Karyn: Actually our original drummer Fred. He played on 8 Convulsions, Deathshead, and some of The Hollowing. Yeah right before this tour started Josh had - literally the night before we got a call. We were all in New York, we had a few days off getting ready to start the Kittie tour and he was in the hospital for appendicitis. He had to have emergency surgery. And so we had to miss the first four shows of the tour. We tried to teach another drummer the new stuff and it’s really complicated timing-wise. We didn’t really think about it so much. You don’t think about what language you’re speaking until you teach it to someone else. And so we were kind of up shit’s creek so to speak. We called Fred because we had scheduled a CBGB’s show on a day off from the tour and he was scheduled to play that show anyway. We called him and were like hey can you do the whole tour? He’s like yep, so he rescued us and we’re able to do the whole tour.

Rachel: He doesn’t know much new stuff from the new album then?

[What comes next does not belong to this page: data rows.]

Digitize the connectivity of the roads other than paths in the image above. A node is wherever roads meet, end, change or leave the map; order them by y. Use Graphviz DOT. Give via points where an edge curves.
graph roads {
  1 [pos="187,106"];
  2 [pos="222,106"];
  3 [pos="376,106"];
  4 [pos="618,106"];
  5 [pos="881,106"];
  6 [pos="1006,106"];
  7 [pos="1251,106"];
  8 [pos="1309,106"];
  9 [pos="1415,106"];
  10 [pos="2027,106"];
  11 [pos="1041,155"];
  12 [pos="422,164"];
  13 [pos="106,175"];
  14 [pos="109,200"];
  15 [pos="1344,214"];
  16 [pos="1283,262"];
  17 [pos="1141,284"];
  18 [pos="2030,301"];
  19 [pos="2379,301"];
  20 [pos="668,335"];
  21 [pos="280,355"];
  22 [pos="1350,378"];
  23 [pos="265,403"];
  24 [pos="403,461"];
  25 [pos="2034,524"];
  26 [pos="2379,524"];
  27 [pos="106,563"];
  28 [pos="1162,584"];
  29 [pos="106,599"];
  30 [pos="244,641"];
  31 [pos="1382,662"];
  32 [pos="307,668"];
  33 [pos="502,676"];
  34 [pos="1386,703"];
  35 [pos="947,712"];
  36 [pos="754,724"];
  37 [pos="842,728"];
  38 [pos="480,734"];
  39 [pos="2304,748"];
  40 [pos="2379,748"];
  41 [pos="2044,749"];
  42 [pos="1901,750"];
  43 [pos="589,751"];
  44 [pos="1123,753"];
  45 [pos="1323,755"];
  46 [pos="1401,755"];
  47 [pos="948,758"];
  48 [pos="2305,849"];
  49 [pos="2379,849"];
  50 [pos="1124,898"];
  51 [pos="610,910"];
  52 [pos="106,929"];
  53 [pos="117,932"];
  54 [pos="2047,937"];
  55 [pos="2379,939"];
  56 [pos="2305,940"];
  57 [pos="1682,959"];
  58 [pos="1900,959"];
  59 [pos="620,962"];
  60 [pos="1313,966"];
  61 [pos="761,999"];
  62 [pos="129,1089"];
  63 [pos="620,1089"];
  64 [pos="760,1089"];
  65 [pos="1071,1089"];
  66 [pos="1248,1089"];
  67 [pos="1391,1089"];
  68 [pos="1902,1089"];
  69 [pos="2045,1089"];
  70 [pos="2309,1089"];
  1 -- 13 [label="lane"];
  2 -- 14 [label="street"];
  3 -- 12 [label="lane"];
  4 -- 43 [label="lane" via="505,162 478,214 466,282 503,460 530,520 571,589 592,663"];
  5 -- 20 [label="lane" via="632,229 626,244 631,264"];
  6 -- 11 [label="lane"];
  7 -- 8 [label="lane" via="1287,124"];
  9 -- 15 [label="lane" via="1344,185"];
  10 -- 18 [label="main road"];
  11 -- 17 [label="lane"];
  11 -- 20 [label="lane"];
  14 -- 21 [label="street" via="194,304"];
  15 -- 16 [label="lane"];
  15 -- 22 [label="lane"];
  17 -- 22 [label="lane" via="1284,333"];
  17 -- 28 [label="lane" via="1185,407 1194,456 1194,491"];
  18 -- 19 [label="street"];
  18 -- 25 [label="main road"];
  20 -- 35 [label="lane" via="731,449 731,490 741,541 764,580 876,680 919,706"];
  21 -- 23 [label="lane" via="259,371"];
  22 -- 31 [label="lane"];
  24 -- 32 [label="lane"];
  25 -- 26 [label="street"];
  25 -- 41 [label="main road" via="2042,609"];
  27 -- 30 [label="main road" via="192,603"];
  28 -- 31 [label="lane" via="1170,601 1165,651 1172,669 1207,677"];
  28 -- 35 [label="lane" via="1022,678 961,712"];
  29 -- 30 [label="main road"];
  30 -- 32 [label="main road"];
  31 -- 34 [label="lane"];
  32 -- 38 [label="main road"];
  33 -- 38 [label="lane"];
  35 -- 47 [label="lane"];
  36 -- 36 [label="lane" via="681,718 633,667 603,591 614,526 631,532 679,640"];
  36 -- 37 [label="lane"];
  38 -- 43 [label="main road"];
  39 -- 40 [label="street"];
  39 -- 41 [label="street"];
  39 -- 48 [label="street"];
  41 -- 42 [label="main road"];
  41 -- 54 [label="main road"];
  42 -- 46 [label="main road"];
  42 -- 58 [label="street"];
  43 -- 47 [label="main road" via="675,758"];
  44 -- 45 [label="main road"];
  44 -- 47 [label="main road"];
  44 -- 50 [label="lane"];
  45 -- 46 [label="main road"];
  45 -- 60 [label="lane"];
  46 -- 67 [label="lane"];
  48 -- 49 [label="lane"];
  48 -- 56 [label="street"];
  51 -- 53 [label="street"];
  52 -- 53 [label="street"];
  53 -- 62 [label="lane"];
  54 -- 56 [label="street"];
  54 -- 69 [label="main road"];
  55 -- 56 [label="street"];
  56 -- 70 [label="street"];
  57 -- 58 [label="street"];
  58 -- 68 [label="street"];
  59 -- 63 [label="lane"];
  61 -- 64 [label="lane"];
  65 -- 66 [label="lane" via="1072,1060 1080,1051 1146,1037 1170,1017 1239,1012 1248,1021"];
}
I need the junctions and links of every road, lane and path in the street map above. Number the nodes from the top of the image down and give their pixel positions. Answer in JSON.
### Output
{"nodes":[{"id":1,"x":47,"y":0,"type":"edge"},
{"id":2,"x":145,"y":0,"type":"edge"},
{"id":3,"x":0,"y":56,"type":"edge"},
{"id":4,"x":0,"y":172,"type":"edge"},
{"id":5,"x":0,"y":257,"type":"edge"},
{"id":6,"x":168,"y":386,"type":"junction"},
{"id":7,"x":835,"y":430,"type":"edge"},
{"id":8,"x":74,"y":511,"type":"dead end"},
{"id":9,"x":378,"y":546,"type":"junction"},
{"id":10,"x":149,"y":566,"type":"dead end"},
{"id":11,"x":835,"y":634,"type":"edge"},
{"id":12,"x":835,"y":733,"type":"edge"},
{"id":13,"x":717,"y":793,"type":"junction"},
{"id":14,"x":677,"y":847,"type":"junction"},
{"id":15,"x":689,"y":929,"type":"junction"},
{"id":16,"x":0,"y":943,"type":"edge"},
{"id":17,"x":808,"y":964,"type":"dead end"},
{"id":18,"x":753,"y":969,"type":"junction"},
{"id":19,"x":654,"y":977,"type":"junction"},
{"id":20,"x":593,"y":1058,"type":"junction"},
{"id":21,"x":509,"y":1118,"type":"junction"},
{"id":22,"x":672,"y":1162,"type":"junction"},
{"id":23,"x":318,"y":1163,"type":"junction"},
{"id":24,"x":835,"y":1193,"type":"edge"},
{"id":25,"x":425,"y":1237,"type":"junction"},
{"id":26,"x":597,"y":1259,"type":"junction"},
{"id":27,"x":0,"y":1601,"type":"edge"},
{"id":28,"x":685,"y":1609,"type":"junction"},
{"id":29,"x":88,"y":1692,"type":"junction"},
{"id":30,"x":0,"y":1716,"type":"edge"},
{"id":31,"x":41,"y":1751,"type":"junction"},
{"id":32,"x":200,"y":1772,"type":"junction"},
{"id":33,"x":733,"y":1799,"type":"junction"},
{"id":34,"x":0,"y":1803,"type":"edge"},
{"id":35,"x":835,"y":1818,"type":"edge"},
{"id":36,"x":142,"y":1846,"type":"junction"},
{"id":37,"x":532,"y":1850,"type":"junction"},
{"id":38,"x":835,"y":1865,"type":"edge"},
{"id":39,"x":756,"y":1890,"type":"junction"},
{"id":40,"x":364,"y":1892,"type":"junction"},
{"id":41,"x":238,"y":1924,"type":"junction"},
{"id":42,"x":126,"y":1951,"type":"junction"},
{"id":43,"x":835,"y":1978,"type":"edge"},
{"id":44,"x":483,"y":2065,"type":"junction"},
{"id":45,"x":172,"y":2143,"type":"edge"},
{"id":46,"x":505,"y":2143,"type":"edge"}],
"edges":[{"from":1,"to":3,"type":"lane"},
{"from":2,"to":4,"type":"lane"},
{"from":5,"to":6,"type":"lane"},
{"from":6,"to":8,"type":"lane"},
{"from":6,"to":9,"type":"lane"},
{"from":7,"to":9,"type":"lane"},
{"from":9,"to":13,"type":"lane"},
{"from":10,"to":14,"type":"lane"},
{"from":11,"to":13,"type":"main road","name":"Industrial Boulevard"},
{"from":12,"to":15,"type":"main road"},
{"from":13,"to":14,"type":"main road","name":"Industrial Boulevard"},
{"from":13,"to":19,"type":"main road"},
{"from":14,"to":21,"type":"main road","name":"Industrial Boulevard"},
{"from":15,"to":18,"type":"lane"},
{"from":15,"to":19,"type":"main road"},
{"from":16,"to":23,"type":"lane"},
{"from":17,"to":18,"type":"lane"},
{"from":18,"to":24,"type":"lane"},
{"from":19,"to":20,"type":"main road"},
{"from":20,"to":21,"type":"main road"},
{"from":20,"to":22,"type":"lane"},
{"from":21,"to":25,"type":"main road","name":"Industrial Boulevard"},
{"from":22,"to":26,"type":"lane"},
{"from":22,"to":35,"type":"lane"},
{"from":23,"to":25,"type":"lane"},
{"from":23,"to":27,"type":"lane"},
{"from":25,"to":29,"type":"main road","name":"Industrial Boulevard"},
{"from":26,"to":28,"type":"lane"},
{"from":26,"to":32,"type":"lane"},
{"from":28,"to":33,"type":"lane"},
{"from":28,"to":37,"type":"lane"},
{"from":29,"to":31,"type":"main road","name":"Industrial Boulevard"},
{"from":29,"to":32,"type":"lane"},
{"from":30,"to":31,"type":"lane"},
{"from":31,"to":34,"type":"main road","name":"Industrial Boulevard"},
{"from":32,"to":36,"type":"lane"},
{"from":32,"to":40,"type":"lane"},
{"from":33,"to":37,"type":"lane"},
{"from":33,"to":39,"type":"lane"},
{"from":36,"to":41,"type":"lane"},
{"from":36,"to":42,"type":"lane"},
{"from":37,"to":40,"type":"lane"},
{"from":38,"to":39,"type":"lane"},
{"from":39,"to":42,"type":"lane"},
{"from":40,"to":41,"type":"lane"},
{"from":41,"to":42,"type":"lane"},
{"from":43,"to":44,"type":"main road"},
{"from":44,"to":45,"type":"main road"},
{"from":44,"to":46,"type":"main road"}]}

Karyn: He doesn’t know any of the new stuff really because he didn’t think he would need to play any of it. So we’ve just been playing the old school set. I have to give it to Fred, we haven’t played with Fred in five years and even then it was just a couple of shows. It’s been awhile. So he’s really been trying to up his ante and totally give it his all for us. It’s kind of like a reunion in a way.

Rachel: Is that hard for you not being able to play the new material live?

Karyn: We miss it for sure because we did the Soulfly tour for two months and we were playing the new songs and we felt really honed in on them because we were playing them every night. It’s just “the new stuff” so you’re excited to play it. We felt a little bummed at first that we couldn’t play songs from Like Sheep Led to Slaughter on this tour, but we’re just happy that we can at least do the tour. It was either do the tour or not. So…

[AND THEN UNBEKOWNST TO ME THE FREAKING TAPE IN MY TAPE RECORDER RAN OUT!!!!!!!!!!!!!!!!!!!!!!!!!!!!!!!!!!!!]

I’m so mad about the tape recorder issue and I apologize sincerely to readers and to Karyn for my negligence. Karyn and I continued our conversation for awhile after that, some of which I can paraphrase from memory, as she shared some coherent and insightful words concerning:

Women in Metal

Karyn talked about being one of the first female vocalists in metal. In 1993 Crisis’ label did not see the band as marketable, so their album then did not receive much support. Now women in metal is on the rise, but there is still too poor of a ratio of men to women she said.

Crisis’ Eastern Influence

“Nomad” on the new album Like Sheep Led to Slaughter is a great track with noticeable influence.

The State of the Band

The band wants to keep their underground fans and roots, but being exposed to mainstream fans is cool too, Karyn explained. Having been on the Soulfly tour and now the Kittie tour, the band is being exposed to more mainstream crowds as a result.

Future Plans

To keep touring and a new video is coming out “though you can’t ever know what the future holds,” she said.